I used five AI keyboards as my daily driver for a week each. Same phone (iPhone 16 Pro), same apps (Messages, Mail, Notes, Slack), same test: 10 sentences with grammar errors, 5 tone-change requests, and 5 translations. Here’s what I found.
What “AI Keyboard” Actually Means in 2026
The term gets thrown around loosely. Some keyboards use AI for better autocorrect predictions. Others bolt on ChatGPT-style text generation. A few do grammar checking, translation, or tone adjustment.

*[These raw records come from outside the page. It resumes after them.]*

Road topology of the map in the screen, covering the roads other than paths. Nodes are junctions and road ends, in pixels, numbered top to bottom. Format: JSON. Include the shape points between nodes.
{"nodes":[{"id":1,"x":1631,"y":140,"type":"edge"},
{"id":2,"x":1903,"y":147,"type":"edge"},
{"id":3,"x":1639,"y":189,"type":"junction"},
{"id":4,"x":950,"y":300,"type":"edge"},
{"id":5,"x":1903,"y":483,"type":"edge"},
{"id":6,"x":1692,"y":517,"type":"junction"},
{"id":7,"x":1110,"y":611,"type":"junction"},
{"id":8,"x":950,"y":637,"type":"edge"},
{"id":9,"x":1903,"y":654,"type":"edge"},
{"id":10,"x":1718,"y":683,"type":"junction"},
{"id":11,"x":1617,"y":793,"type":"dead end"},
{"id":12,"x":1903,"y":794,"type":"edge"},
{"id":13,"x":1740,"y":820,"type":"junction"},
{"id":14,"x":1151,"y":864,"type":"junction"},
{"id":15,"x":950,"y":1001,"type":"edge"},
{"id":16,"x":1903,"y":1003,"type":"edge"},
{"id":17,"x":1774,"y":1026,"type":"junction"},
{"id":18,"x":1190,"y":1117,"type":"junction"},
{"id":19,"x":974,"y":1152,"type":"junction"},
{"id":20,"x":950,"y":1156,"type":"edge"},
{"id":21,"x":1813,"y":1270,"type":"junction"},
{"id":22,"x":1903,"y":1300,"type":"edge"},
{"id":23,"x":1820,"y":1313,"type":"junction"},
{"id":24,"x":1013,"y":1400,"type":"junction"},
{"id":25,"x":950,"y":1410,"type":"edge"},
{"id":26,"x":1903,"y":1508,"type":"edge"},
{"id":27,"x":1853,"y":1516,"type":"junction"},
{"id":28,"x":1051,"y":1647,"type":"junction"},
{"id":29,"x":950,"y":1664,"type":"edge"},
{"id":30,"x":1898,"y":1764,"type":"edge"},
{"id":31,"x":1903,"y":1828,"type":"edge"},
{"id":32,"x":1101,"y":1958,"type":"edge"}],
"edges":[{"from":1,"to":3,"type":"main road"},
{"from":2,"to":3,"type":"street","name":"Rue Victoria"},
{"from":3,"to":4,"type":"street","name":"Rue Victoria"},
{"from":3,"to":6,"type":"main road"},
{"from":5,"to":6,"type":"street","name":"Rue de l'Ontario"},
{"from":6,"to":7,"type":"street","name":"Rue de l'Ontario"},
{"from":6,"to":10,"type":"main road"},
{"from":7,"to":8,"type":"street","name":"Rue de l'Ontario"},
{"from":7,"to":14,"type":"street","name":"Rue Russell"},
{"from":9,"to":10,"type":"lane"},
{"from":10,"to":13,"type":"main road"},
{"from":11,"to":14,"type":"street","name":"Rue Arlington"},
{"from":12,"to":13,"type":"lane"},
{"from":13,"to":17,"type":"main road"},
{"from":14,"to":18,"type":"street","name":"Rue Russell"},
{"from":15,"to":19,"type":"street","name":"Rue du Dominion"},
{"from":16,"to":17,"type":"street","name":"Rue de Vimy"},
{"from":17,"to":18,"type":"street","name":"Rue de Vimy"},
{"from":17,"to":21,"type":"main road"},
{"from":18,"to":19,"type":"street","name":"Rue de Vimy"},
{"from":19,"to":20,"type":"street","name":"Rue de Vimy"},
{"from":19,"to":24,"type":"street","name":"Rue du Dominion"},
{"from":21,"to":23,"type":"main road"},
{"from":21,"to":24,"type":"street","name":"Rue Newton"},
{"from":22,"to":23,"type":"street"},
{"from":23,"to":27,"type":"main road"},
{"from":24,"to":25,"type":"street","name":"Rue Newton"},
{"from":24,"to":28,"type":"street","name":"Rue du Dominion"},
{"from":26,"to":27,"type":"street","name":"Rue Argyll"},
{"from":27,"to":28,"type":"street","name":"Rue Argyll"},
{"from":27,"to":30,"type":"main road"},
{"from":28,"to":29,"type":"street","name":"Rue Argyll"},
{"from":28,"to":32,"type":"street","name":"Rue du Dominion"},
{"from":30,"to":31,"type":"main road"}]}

Apple added Writing Tools to iOS 18.1 as part of Apple Intelligence, which brought basic AI text features to the system level. But it only works on iPhone 15 Pro and newer, and the capabilities are limited compared to what third-party keyboards offer.
For this comparison, I focused on keyboards that go beyond autocorrect — ones that can fix grammar, rewrite text in different tones, translate, or generate text. Plain autocorrect improvements (which SwiftKey and Gboard both do well) are a bonus, not the main criteria.
How I Tested
Each keyboard got seven days as my only keyboard. I used it for all typing — casual texts, work emails, quick notes, Slack messages. At the end of each week, I ran a standardized test:
Grammar test: 10 sentences with common errors (their/they’re, could of/could have, run-on sentences, subject-verb agreement, comma splices). I checked how many each keyboard caught.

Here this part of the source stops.